Learning to communicate & empathise
This post forms part of my larger blog on starting out as a manager. See here for the full post…
The facts are this. You can no longer sit in a nice, dark corner of the office, hacking away at a bunch of bug fixes and new features, ignoring the Marketing department. You are in charge of a team of people. People who need your guidance – not because they are less intelligent than you but because they are paid to sit in a nice, dark corner of the office, hacking away at a bunch of bug fixes and new features, ignoring the Marketing department – and you are paid to ensure they can stay there, without interruption. To do this somebody must talk to the Marketing department. And Product Dev. And the Senior Management, Account Management & Sales teams. That somebody is you.

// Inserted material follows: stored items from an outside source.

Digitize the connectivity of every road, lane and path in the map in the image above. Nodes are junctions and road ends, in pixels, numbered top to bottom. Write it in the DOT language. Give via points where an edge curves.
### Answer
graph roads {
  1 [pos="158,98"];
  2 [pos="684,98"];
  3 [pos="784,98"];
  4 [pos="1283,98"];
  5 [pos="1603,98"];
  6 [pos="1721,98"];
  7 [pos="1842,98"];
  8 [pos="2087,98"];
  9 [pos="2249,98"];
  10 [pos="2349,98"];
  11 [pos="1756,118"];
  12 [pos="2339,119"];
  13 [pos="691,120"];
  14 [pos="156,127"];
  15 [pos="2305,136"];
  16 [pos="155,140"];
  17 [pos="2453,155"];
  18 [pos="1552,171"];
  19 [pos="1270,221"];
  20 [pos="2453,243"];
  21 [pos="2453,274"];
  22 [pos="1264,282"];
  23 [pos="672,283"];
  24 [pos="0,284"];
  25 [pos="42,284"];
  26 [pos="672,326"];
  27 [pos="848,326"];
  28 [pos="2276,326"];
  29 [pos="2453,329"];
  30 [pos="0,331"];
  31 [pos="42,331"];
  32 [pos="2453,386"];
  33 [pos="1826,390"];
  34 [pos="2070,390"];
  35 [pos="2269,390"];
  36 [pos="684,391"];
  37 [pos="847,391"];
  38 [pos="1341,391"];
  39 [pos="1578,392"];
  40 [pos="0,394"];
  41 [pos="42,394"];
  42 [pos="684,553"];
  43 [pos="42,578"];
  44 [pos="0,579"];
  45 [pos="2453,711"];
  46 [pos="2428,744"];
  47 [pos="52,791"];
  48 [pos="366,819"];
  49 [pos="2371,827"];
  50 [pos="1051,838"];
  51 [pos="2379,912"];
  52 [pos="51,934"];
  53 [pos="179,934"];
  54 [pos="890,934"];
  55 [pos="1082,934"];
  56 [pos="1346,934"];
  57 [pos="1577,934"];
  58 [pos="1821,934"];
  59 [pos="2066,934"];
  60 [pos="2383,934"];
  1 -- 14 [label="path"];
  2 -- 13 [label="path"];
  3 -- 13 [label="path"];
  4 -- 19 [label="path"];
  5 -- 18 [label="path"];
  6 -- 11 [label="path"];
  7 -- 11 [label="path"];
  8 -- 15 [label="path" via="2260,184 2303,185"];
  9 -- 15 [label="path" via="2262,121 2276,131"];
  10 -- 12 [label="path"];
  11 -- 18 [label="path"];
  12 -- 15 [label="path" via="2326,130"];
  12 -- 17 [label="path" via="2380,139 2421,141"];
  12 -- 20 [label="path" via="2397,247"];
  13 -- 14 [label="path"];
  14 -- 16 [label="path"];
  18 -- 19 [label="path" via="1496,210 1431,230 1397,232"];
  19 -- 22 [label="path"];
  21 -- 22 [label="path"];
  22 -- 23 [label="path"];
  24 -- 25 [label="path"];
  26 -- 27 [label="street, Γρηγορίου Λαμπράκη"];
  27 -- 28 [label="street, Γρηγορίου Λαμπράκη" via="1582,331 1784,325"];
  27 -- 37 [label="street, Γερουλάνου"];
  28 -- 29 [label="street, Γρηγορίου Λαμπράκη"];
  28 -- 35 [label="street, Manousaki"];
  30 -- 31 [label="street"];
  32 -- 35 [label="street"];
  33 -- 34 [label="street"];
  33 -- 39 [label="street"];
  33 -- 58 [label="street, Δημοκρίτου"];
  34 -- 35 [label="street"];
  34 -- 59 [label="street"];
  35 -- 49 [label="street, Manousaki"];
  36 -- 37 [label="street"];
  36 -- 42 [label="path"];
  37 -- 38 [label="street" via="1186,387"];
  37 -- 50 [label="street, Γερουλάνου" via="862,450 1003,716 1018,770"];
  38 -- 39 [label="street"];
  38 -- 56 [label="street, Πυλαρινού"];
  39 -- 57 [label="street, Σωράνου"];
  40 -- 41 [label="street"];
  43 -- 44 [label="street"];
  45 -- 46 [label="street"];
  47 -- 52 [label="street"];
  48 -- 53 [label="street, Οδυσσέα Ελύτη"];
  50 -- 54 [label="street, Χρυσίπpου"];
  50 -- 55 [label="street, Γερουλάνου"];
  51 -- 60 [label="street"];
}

You also need to interact with people at higher levels of management. People more busy even than you (as if that could be possible!). People who need accurate, informative and succinct pieces of information to do their jobs properly. Unless you’re very lucky you’re also going to have to get very good at communicating with your team. Changes will take place. A company re-structure, a large new client and you’re the poor thing that has to convince a team of techies that updating the iteration plan every day really is beneficial to them. No, really. It’s not a waste of time. And that workplace assessment is vital too.
To do all this, you need to communicate and to empathise. These are not necessarily skills that the average techie has used recently. Maybe you’re out of practise. Open yourself up to other peoples problems and try and figure out what you can do to make them less painful. Your job now is a facilitator, go facilitate.
Most of all stick with it – it gets easier.